The hangover of Jane’s absence sends Jesse back to cooking but Walt still holds out since he has far more to lose by going back. That is until Skyler uses her gambit of adultery to shiv him in the stomach. You can see Walt’s collected nature, the one that got him back in the house, the one that has won everyone over except for the wife that knows his secret, drain out of his face and replaced by the faint snarl of Heisenberg as his alter ego starts to unravel the “normal” life. That last look from him at the end of “I.F.T.” shows us that it’s only a matter of time. Heisenberg will ride again.

Tu Sabes (Episodes 3.04-3.06)

Walt and Jesse's RV being crushed at the junkyard.

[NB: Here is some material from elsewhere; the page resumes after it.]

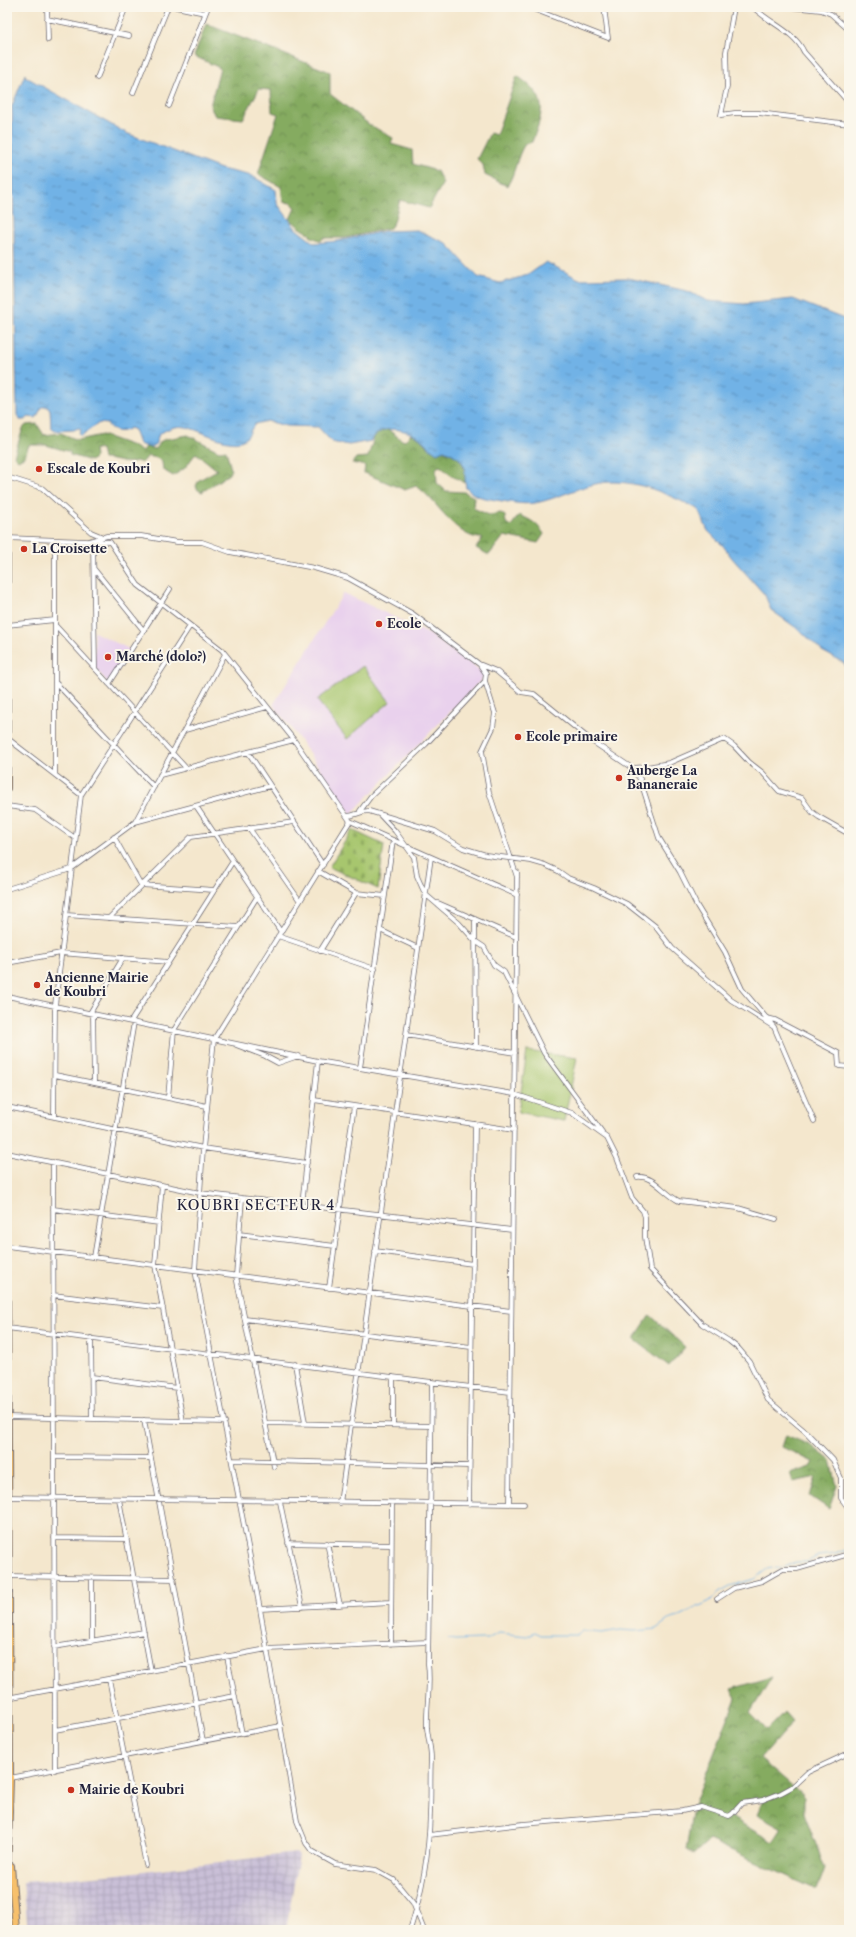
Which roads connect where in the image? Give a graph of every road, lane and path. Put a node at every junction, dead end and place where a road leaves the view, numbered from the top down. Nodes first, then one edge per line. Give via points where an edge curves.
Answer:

Goodbye, not-so-fond memories.


Hank is another one of those characters that could have been a disaster. His brusque attitude and penchant for the low-brow one-liner could easily suffered a one-dimensional fate among his more nuanced fellow male characters (you know, like the female characters on this show). The show was willing to show his vulnerability and, unlike other programs that gloss over the effects of facing death, either one’s own or the sympathetic other, Hank’s PTSD from the Tortuga bomb (and I don’t mean the jester of Tortuga) and his fear of success, not to mention his weakness when it comes to dealing with his wife, gives the archetype of a no-nonsense cop an added dimension necessary for the premise of the show. Hank is also a very good agent, has a gut-o-meter like you wouldn’t believe, and proves his worth time and again. If there wasn’t that soft spot in his character, it would be hard to believe that Hank wouldn’t put two and two together to implicate Walt in these crimes. Hank’s blind spot for family keeps this thing going while also providing ample room for scenes between two people that are clearly bitter rivals even if the cop isn’t privy to that.

That being said, it’s about time for Hank to catch on a little better. Walt and Jesse are at their most divided as one is goes through a meltdown and the other strikes out on his own. Combine that with Gus’s gambit to get Walt cooking again and their split solidifies. Without them working together, the story opens up for Hank to get a starring role again as he hunts down Pinkman. It brings our two protagonists together (which made me feel good since I hate to see them fighting) to a common enemy, of whom that Walt knows the vulnerabilities. It’s about more than our leads outwitting The Man. This isn’t Dukes of Hazzard and Hank isn’t Boss Hogg. This is Walt abusing his brother-in-law status to reduce a man to an anxious mess in order to maintain his illegal practice. A more nuanced approach with a similar conclusion: Walt and Jesse live to ride again.

The destruction of the RV is sad and given a fitting end: being smashed to pieces while Walt and Jesse look on, a rare soundtrack underneath. Meanwhile, though we learned it closer to the beginning of the season when the Brothers Elf-Boot were called off the Walt hit, the assassins are established as foot soliders for Gus and redirected to Hank. Gus plays a deadly game, one of deep manipulation and calculated consequences. As much as they believed Tuco to be a psychopath, Gus is certainly a sociopath, seemingly without conscience in his business handlings. Breaking Bad as a series loves the Greek chorus approach to storytelling: giving away pieces of the tale before telling it. It’s not quite in media res as we don’t exist in the middle of the story for very long but long enough to get some details we can pick up on later to improve our understanding of what’s going on. It’s almost as if these sequences in Spanish (which, I’m not sure as it aired if they were subtitled — maybe I should’ve seen if I had that option turned on) are the in-episode versions of the cold openings. You don’t know exactly what’s supposed to happen since you don’t know what exactly they’re saying (unless you know Spanish — then stuff isn’t really all that surprising) but you can pick up on certain words and reactions: Heisenberg, Walter White, Hank, DEA, etc. You know something is happening but can’t know for sure what it is or where everyone’s head is. Again, I might be making all that up because I’m too lazy to look for the Subtitle button.